In 2017, North Korea tested a missile on a trajectory over Japan. Pyongyang boasted that this was "a meaningful prelude to containing Guam." Guam is U.S. territory. Responding, Trump threatened "fire and fury" against North Korea. All subsequent North Korean tests have been on trajectories that put its missiles nowhere near American territory.

USS John S. McCain transits through the South China Sea with the Royal Australian Navy HMAS Ballarat while conducting integrated operations on Oct. 27: not everything Trump did was wrong. (Handout photo from U.S. Navy)

The U.S. under Trump has for the first time explicitly rejected China's claims in the South China Sea. He has empowered the Seventh Fleet to conduct freedom of navigation operations, or FONOPs, to challenge them.
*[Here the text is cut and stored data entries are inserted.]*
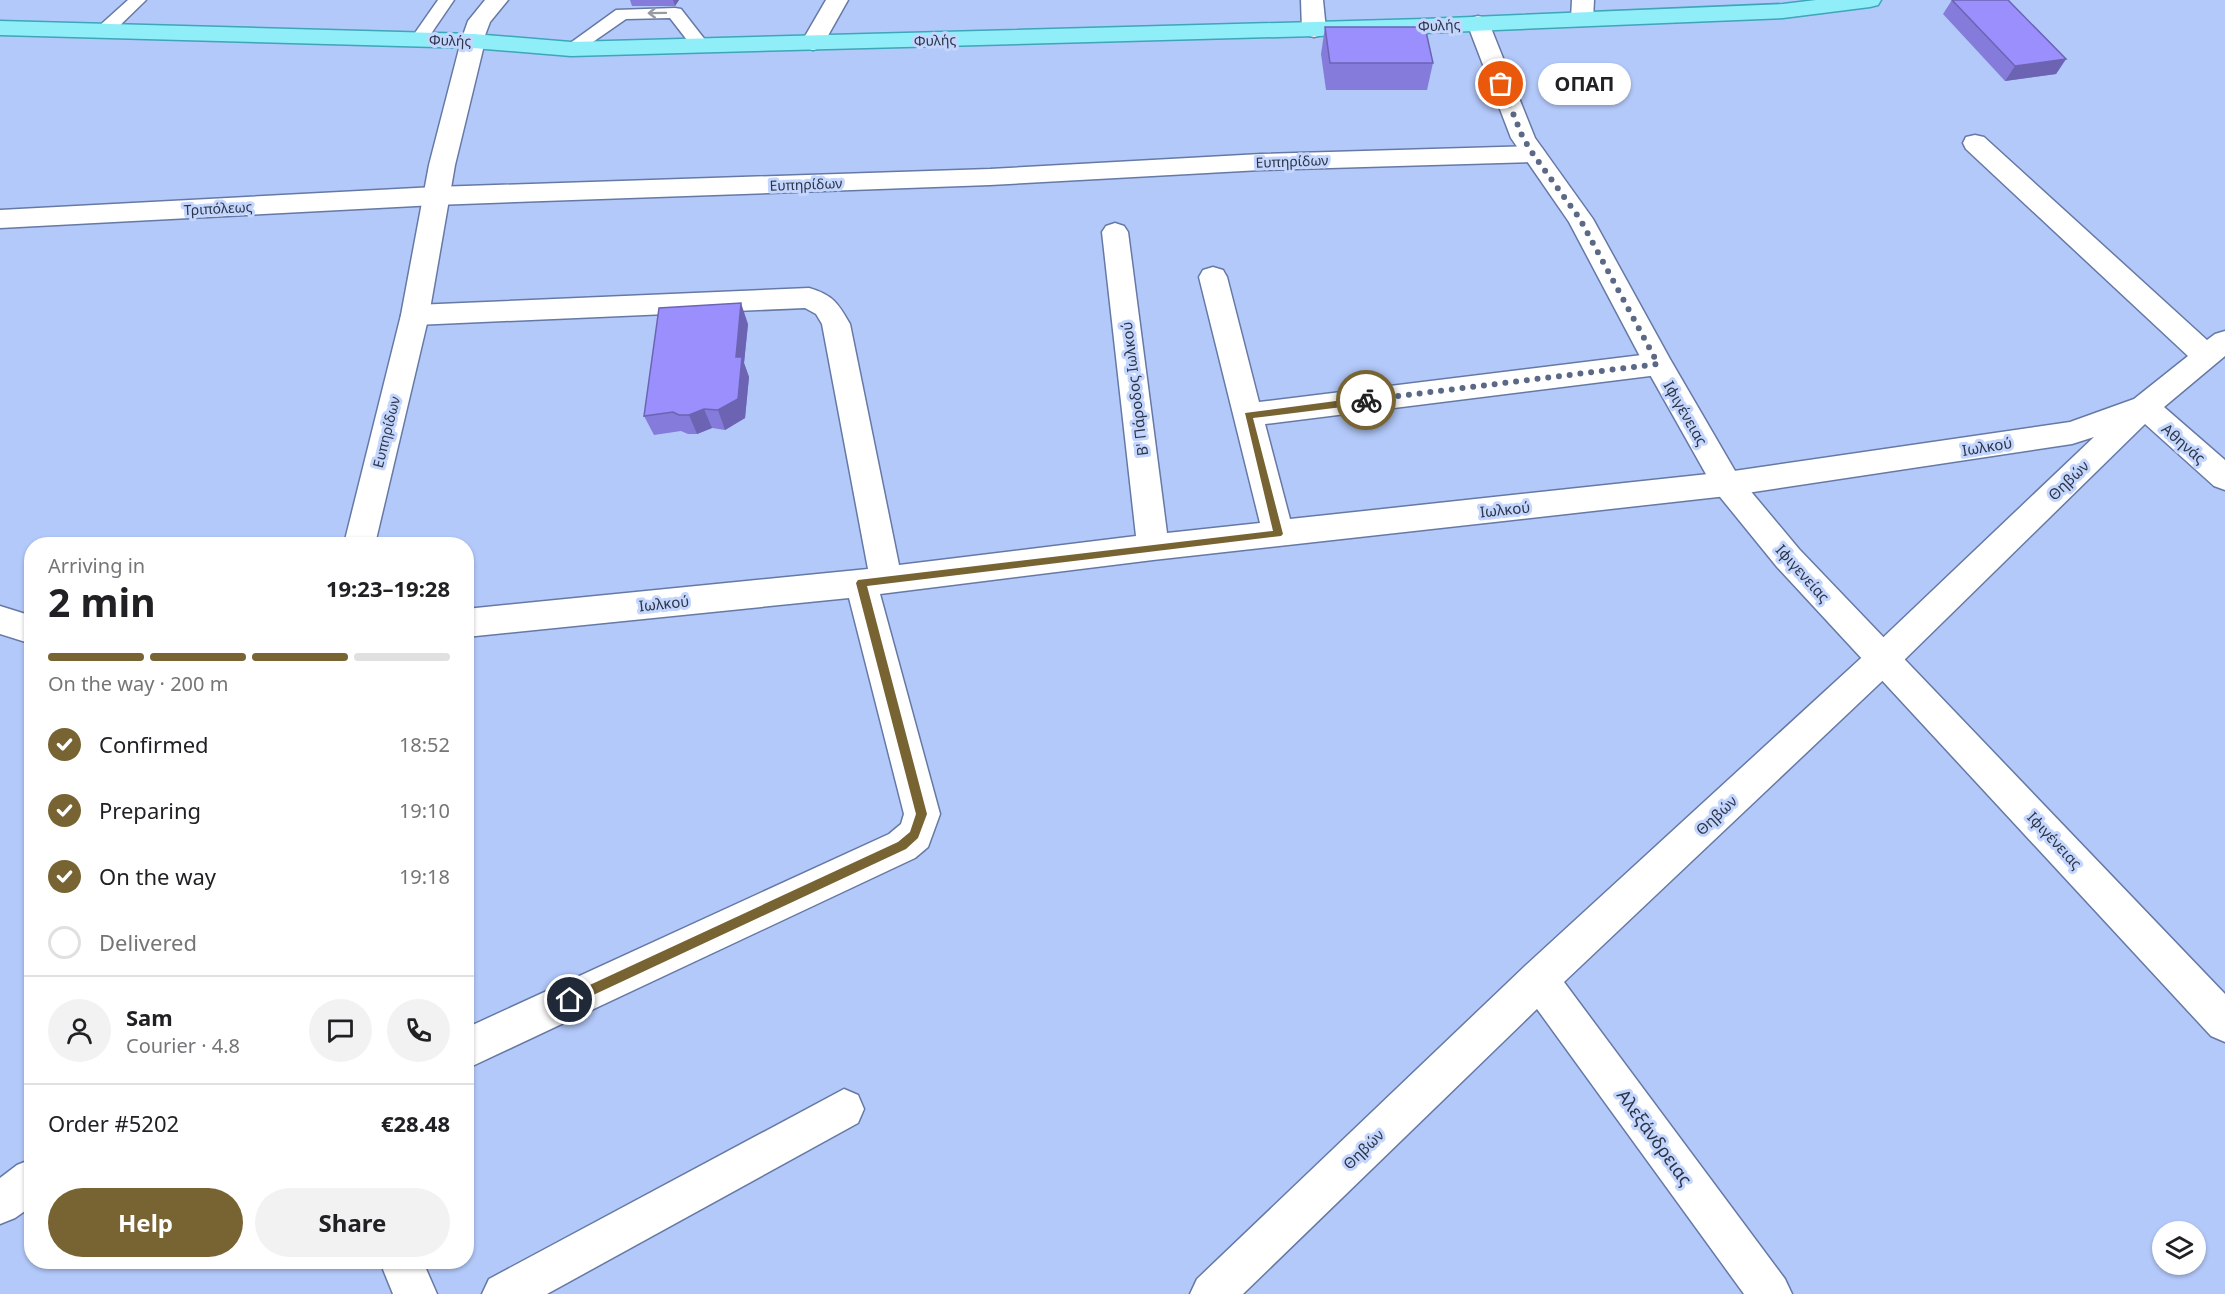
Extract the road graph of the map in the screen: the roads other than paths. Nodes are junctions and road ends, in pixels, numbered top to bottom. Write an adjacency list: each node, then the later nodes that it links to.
1 (138, 0): 11 (lane)
2 (446, 0): 12 (lane)
3 (497, 0): 13 (street)
4 (837, 0): 14 (street)
5 (1312, 0): 10 (street)
6 (1870, 0): 7 (main road, Φυλής)
7 (1582, 9): 8 (main road, Φυλής)
8 (1478, 23): 10 (main road, Φυλής); 18 (street, Ιφιγένειας)
9 (0, 28): 11 (main road, Φυλής)
10 (1314, 30): 14 (main road, Φυλής)
11 (104, 31): 12 (main road, Φυλής)
12 (418, 40): 13 (main road, Φυλής)
13 (473, 41): 16 (main road, Φυλής); 19 (street)
14 (813, 43): 15 (main road, Φυλής)
15 (700, 45): 16 (main road, Φυλής); 16 (lane, one-way to 16)
16 (571, 49)
17 (1975, 143): 24 (street)
18 (1533, 154): 19 (street, Ευπηρίδων); 25 (street, Ιφιγένειας)
19 (435, 196): 20 (street, Τριπόλεως); 23 (street, Ευπηρίδων)
20 (0, 219)
21 (1115, 232): 32 (street, Β' Πάροδος Ιωλκού)
22 (1213, 277): 27 (street)
23 (415, 315): 31 (street, Ευπηρίδων); 33 (street)
24 (2215, 348): 26 (street, Θηβών)
25 (1658, 364): 27 (street); 29 (street, Ιφιγένειας)
26 (2144, 408): 28 (street, Αθηνάς); 29 (street, Ιωλκού); 37 (street, Θηβών)
27 (1248, 415): 30 (street)
28 (2225, 478)
29 (1727, 484): 30 (street, Ιωλκού); 37 (street, Ιφιγενείας)
30 (1278, 534): 32 (street, Ιωλκού)
31 (361, 537)
32 (1153, 547): 33 (street, Ιωλκού)
33 (874, 581): 35 (street, Ιωλκού); 40 (street)
34 (0, 620): 36 (street)
35 (474, 622)
36 (24, 628)
37 (1884, 658): 38 (street, Θηβών); 39 (street, Ιφιγένειας)
38 (1539, 980): 47 (street, Θηβών); 48 (street, Αλεξάνδρειας)
39 (2225, 1022)
40 (474, 1044)
41 (844, 1109): 46 (street)
42 (24, 1186): 43 (street)
43 (0, 1203)
44 (404, 1269): 45 (street)
45 (415, 1294)
46 (504, 1294)
47 (1212, 1294)
48 (1770, 1294)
Beijing will not abandon its claims or change behavior. But neither can Beijing stop the U.S. and its allies from operating in the South China Sea without risking war. This is not ideal. Still, freedom of navigation can be exercised as a right, and not by China's leave and favor.
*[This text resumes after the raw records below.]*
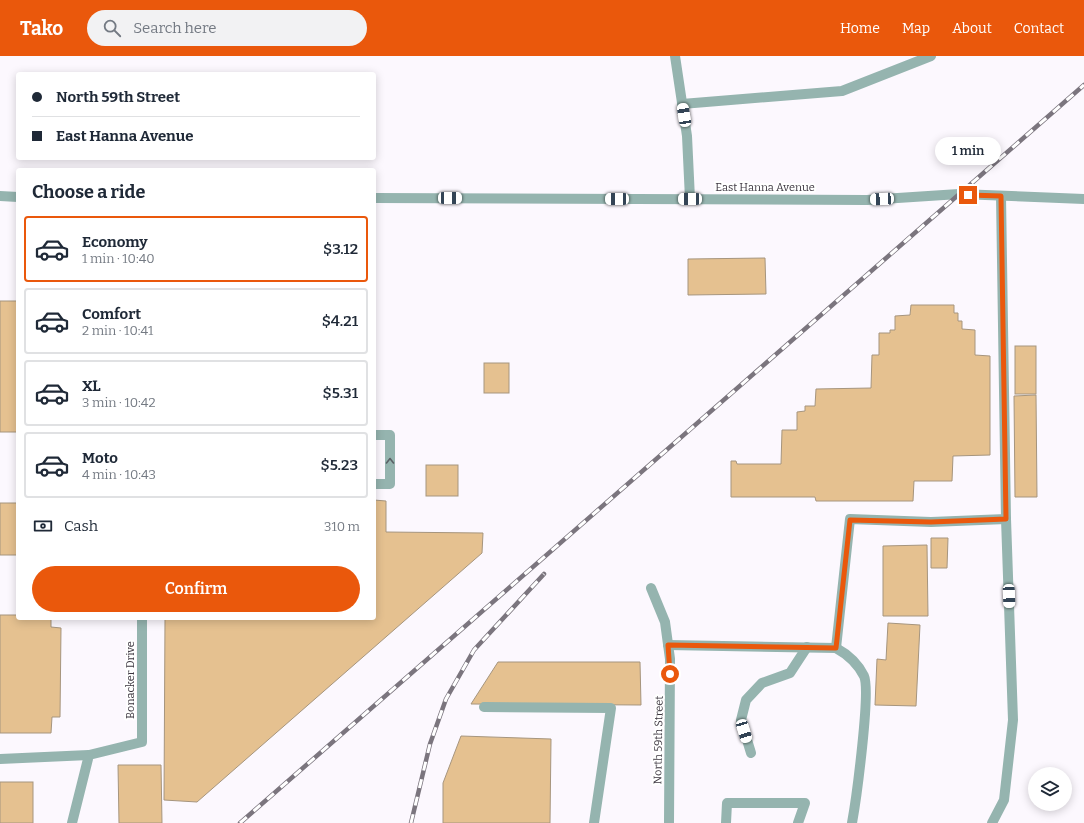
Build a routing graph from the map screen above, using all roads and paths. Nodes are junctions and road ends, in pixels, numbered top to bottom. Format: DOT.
graph roads {
  1 [pos="675,56"];
  2 [pos="932,56"];
  3 [pos="682,104"];
  4 [pos="0,196"];
  5 [pos="16,196"];
  6 [pos="1001,196"];
  7 [pos="376,198"];
  8 [pos="690,199"];
  9 [pos="1084,199"];
  10 [pos="376,435"];
  11 [pos="376,484"];
  12 [pos="1006,519"];
  13 [pos="651,588"];
  14 [pos="142,620"];
  15 [pos="668,645"];
  16 [pos="808,647"];
  17 [pos="836,648"];
  18 [pos="484,707"];
  19 [pos="752,753"];
  20 [pos="89,755"];
  21 [pos="0,759"];
  22 [pos="72,823"];
  23 [pos="594,823"];
  24 [pos="669,823"];
  25 [pos="726,823"];
  26 [pos="798,823"];
  27 [pos="852,823"];
  28 [pos="992,823"];
  1 -- 3 [label="street"];
  2 -- 3 [label="street"];
  3 -- 8 [label="street"];
  4 -- 5 [label="street"];
  6 -- 8 [label="street, East Hanna Avenue"];
  6 -- 9 [label="street, East Hanna Avenue"];
  6 -- 12 [label="street"];
  7 -- 8 [label="street, East Hanna Avenue"];
  11 -- 10 [label="street, one-way"];
  12 -- 17 [label="street"];
  12 -- 28 [label="street"];
  13 -- 15 [label="street, North 59th Street"];
  14 -- 20 [label="street, Bonacker Drive"];
  15 -- 16 [label="street"];
  15 -- 24 [label="street, North 59th Street"];
  16 -- 17 [label="street"];
  16 -- 19 [label="street"];
  17 -- 27 [label="street"];
  18 -- 23 [label="street"];
  20 -- 21 [label="street"];
  20 -- 22 [label="street"];
  25 -- 26 [label="street"];
}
By contrast, during Obama's second term, FONOPs provoked loud public debates between the Pentagon and the National Security Council, which undermined their effect. Hard power needs to be balanced by hard power; the balance stiffened by credible nuclear deterrence to keep other nuclear powers in check. The U.S. is an irreplaceable component of any Asian balance. No combination of Asian powers alone has sufficient strategic weight to balance China.

The most dangerous issues in Asia require hard power: the Himalayas, the Taiwan Straits, and the East and South China seas. Asia's continued prosperity rests on a foundation of the stability provided by a balance of hard power.
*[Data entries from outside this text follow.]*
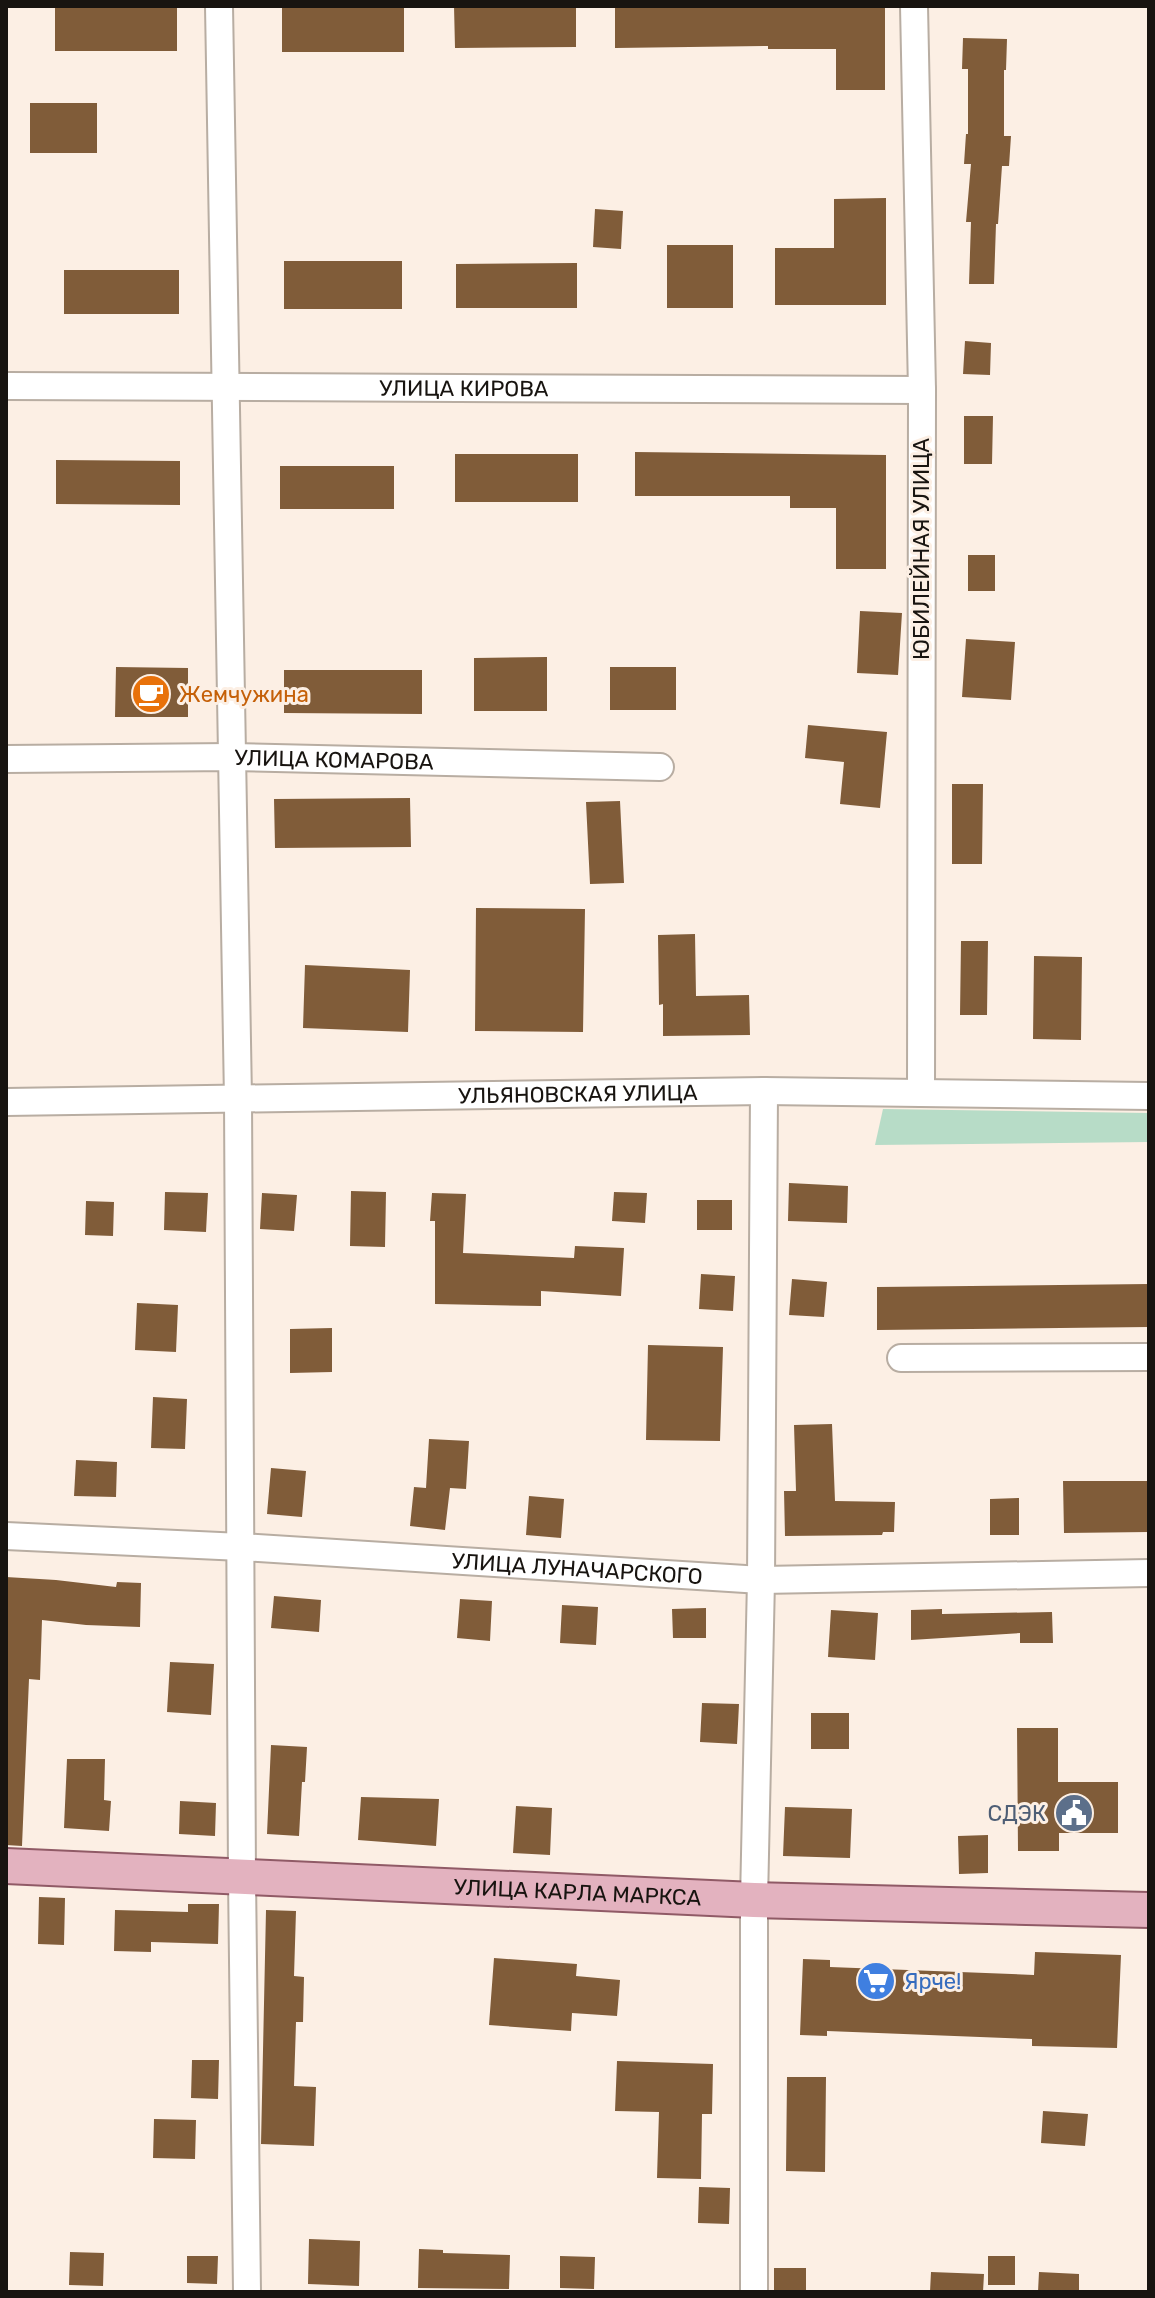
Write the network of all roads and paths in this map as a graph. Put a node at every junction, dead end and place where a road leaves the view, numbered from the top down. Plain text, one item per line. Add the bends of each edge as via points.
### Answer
1 (219, 6) edge
2 (914, 6) edge
3 (6, 386) edge
4 (224, 387) junction
5 (922, 390) junction
6 (232, 757) junction
7 (6, 759) edge
8 (660, 767) dead end
9 (764, 1091) junction
10 (921, 1093) junction
11 (1149, 1096) edge
12 (238, 1099) junction
13 (6, 1102) edge
14 (1149, 1357) edge
15 (901, 1358) dead end
16 (6, 1536) edge
17 (241, 1547) junction
18 (1149, 1573) edge
19 (761, 1580) junction
20 (6, 1866) edge
21 (242, 1878) junction
22 (754, 1900) junction
23 (1149, 1910) edge
24 (247, 2292) edge
25 (754, 2292) edge

1 - 4 street
2 - 5 street, ЮБИЛЕЙНАЯ УЛИЦА
3 - 4 street, УЛИЦА КИРОВА
4 - 5 street, УЛИЦА КИРОВА
4 - 6 street
5 - 10 street, ЮБИЛЕЙНАЯ УЛИЦА
6 - 7 street, УЛИЦА КОМАРОВА
6 - 8 street, УЛИЦА КОМАРОВА
6 - 12 street
9 - 10 street, УЛЬЯНОВСКАЯ УЛИЦА
9 - 12 street, УЛЬЯНОВСКАЯ УЛИЦА
9 - 19 street
10 - 11 street, УЛЬЯНОВСКАЯ УЛИЦА
12 - 13 street, УЛЬЯНОВСКАЯ УЛИЦА
12 - 17 street
14 - 15 street
16 - 17 street, УЛИЦА ЛУНАЧАРСКОГО
17 - 19 street, УЛИЦА ЛУНАЧАРСКОГО
17 - 21 street
18 - 19 street, УЛИЦА ЛУНАЧАРСКОГО
19 - 22 street
20 - 21 main road, УЛИЦА КАРЛА МАРКСА
21 - 22 main road, УЛИЦА КАРЛА МАРКСА
21 - 24 street
22 - 23 main road, УЛИЦА КАРЛА МАРКСА
22 - 25 street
If Biden wins, he will carry all the baggage of the Obama administration with him to the White House. Obama's vice president cannot disavow all responsibility for what happened on Obama's watch. Friend and foe alike will scrutinize his every move for any sign of weakness.

As a long-serving member of the Senate Foreign Relations Committee, Biden undoubtedly understands diplomacy. He will not shift direction on China or trade. But policy will be made and communicated in a more orderly manner and with more consideration for friends and allies. The form and atmospherics of American diplomacy will improve. All this is very welcome.

But it will not matter much if American foreign policy lapses back into Obama's reluctance to use power or Trump's incoherence. This possibility cannot be dismissed.

Biden's priorities must be domestic. Dealing with the consequences of the pandemic will demand almost all of his time and attention. Who he appoints as Secretary of Defense, Secretary of State and National Security adviser will be more than usually crucial.

Biden will not enter the White House with entirely free hands. He must manage and balance the divergent agendas of the progressive and traditional wings of the Democratic Party. Policy may well be pulled in different directions. Appointees may not all be of like mind. Foreign and domestic policies traded-off.

A Biden administration could end up as incoherent as its predecessor, but without its grasp of power.